----- SUPPLIED MATERIAL -----

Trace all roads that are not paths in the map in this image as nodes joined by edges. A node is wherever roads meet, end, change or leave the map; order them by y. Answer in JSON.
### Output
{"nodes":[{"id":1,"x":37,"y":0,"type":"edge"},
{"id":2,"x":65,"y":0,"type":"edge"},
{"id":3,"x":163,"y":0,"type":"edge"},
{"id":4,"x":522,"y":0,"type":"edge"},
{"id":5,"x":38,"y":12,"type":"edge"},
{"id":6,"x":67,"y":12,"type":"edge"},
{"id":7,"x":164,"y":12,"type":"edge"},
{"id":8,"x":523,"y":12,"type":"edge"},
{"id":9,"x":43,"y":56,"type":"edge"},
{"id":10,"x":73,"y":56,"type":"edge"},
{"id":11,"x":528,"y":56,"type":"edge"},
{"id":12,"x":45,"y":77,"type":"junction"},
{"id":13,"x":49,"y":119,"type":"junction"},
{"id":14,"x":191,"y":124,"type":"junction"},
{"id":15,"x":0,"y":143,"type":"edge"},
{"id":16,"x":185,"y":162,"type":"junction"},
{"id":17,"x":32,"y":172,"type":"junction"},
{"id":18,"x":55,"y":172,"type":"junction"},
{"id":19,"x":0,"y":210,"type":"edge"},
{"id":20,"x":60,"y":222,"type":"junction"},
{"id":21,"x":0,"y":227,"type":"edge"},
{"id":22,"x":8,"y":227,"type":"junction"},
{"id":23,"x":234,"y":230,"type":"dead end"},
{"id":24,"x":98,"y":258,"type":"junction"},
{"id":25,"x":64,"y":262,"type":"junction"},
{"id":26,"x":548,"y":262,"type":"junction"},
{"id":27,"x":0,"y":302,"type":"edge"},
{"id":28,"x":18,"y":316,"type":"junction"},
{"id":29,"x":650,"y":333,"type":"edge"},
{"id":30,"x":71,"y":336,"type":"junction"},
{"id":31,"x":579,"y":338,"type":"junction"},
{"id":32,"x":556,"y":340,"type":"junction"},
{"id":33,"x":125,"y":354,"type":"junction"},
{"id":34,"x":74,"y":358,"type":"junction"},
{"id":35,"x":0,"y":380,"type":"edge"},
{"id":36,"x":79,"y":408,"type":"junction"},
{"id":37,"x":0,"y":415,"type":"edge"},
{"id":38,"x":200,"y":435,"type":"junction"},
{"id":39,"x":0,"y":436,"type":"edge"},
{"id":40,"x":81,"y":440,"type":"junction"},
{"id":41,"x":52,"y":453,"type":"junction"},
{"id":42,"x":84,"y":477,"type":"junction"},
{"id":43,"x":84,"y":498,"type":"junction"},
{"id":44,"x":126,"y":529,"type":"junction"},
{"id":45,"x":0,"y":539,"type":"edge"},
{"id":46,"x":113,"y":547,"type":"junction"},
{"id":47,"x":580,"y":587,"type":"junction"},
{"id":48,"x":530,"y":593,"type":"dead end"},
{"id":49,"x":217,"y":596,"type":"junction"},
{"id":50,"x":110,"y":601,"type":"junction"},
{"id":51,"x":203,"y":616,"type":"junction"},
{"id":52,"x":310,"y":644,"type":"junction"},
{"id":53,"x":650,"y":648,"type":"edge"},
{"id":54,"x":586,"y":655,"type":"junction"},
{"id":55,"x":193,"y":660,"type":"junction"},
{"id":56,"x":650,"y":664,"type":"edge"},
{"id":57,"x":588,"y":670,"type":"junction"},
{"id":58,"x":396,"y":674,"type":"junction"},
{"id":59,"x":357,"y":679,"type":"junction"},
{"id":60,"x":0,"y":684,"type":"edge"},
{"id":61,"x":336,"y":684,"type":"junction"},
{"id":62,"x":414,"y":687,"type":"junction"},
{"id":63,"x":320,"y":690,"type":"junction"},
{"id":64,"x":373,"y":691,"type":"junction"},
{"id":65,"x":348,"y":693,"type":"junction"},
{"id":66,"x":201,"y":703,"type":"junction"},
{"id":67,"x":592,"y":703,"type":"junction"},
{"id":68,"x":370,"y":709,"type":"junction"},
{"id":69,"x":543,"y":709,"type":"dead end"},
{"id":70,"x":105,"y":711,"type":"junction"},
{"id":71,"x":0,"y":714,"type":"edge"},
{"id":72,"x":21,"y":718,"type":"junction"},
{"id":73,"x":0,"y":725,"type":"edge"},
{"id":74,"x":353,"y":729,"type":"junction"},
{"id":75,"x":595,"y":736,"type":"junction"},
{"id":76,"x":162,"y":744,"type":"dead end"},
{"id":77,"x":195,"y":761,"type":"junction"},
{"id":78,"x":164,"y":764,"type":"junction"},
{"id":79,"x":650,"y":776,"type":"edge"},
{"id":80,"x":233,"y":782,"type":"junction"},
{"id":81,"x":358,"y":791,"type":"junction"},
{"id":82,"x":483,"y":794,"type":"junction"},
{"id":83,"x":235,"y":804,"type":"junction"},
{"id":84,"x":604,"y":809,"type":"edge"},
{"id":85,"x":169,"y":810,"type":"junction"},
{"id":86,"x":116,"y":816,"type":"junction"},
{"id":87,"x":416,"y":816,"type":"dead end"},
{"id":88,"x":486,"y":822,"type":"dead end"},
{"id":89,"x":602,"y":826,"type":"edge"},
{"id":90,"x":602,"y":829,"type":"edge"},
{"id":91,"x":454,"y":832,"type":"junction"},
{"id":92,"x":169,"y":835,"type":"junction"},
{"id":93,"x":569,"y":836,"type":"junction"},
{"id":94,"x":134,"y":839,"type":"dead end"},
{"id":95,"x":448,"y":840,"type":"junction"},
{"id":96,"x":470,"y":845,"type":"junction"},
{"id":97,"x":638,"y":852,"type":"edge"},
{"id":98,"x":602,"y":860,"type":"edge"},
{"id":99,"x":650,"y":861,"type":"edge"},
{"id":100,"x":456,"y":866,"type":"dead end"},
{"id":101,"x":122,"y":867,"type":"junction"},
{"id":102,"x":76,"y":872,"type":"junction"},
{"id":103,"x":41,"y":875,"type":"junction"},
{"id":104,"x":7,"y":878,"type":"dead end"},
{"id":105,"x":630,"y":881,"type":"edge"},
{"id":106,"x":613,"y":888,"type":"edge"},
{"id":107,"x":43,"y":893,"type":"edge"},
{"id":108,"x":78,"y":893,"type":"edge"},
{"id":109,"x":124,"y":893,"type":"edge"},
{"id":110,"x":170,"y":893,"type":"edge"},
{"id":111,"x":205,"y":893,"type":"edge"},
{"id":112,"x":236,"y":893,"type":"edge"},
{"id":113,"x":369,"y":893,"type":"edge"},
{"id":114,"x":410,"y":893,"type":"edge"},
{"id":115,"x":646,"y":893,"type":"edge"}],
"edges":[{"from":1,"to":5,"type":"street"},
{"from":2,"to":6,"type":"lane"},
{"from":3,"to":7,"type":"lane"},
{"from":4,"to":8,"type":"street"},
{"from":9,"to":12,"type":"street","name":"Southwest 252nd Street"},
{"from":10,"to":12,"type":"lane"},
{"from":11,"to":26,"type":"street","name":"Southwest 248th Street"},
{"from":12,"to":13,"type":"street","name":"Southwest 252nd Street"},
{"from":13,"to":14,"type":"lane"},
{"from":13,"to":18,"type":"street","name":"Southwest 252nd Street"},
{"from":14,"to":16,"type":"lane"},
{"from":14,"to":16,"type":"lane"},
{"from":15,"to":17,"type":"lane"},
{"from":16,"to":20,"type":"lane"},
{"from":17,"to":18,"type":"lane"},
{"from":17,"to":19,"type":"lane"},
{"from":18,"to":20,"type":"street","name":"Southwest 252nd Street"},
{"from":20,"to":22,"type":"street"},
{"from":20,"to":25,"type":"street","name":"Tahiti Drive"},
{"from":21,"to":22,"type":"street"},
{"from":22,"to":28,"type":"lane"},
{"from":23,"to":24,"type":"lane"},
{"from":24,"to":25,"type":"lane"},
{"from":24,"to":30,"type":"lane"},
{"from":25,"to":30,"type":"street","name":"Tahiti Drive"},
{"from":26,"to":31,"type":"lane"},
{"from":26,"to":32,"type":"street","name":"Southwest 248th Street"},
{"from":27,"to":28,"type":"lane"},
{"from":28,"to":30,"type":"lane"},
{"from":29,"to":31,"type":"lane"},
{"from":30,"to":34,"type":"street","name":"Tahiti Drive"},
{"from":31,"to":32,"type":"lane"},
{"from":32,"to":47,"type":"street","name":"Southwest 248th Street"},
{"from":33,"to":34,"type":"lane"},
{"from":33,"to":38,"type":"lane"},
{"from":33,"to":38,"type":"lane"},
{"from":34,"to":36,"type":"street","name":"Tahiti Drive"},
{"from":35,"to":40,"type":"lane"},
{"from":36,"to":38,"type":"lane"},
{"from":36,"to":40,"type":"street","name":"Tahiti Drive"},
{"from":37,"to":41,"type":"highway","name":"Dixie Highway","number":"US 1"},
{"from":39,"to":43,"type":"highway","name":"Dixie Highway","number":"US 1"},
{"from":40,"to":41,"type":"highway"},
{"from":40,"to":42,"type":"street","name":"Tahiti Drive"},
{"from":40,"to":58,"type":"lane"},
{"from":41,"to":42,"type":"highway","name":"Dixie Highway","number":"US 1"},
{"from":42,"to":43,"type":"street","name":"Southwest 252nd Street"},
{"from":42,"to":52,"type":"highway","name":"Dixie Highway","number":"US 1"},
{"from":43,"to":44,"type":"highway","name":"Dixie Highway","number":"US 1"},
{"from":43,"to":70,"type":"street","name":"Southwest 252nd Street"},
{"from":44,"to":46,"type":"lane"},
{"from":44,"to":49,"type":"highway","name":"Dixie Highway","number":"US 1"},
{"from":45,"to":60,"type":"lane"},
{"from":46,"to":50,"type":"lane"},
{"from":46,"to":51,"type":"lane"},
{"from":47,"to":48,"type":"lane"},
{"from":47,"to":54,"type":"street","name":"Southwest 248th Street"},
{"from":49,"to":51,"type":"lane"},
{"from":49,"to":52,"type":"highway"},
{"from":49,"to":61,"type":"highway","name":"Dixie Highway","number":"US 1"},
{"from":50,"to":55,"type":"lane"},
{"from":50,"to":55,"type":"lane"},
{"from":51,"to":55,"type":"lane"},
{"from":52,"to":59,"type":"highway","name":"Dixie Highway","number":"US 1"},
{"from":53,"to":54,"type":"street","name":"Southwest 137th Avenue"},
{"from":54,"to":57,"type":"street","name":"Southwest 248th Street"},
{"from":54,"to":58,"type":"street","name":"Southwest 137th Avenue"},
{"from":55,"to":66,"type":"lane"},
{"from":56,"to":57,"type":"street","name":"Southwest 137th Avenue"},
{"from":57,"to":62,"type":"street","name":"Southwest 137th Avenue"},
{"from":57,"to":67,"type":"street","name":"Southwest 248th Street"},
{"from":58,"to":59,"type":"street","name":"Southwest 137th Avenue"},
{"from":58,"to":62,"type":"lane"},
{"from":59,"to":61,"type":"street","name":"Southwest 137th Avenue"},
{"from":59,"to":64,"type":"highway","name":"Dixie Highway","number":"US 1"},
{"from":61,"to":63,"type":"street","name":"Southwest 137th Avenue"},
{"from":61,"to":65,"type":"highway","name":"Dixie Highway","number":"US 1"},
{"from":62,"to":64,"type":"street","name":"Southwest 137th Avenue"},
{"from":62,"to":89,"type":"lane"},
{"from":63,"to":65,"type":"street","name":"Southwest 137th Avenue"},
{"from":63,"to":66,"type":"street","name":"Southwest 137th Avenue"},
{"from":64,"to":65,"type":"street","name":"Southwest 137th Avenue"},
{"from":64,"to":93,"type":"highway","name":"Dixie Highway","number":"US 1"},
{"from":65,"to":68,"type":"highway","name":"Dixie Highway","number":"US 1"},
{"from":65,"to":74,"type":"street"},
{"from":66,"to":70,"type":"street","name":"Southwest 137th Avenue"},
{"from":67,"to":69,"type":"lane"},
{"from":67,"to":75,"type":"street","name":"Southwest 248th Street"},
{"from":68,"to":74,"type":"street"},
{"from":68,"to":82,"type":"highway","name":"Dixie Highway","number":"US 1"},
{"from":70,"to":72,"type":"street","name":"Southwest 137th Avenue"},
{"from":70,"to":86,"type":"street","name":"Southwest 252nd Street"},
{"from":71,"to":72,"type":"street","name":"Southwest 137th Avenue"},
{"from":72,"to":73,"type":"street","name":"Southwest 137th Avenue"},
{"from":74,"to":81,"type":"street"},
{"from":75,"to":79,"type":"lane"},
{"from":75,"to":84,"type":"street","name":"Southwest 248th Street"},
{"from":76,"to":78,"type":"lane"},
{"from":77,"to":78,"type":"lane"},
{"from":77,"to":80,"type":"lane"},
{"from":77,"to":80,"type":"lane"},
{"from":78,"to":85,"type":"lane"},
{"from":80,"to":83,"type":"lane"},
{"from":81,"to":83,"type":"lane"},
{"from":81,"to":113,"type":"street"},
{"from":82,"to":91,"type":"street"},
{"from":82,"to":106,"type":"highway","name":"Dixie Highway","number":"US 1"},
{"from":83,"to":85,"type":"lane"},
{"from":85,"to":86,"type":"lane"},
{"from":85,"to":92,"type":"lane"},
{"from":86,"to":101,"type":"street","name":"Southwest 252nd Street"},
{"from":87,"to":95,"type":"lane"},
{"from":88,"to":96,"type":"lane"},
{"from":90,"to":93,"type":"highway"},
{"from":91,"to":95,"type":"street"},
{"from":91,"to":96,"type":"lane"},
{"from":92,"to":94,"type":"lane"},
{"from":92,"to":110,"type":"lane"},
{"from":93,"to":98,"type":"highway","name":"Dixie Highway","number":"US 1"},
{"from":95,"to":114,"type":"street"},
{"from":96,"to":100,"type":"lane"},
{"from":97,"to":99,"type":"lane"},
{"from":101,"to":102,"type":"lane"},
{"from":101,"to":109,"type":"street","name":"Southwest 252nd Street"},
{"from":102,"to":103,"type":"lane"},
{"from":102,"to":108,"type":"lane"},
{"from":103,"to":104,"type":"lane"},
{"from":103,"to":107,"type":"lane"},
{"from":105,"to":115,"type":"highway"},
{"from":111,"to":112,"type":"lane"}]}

-----

* _PROBLEM_
If a line in the records above has the word "Drive", copy it out.

* _SOLUTION FOR THIS TASK_
{"from":20,"to":25,"type":"street","name":"Tahiti Drive"},
{"from":25,"to":30,"type":"street","name":"Tahiti Drive"},
{"from":30,"to":34,"type":"street","name":"Tahiti Drive"},
{"from":34,"to":36,"type":"street","name":"Tahiti Drive"},
{"from":36,"to":40,"type":"street","name":"Tahiti Drive"},
{"from":40,"to":42,"type":"street","name":"Tahiti Drive"},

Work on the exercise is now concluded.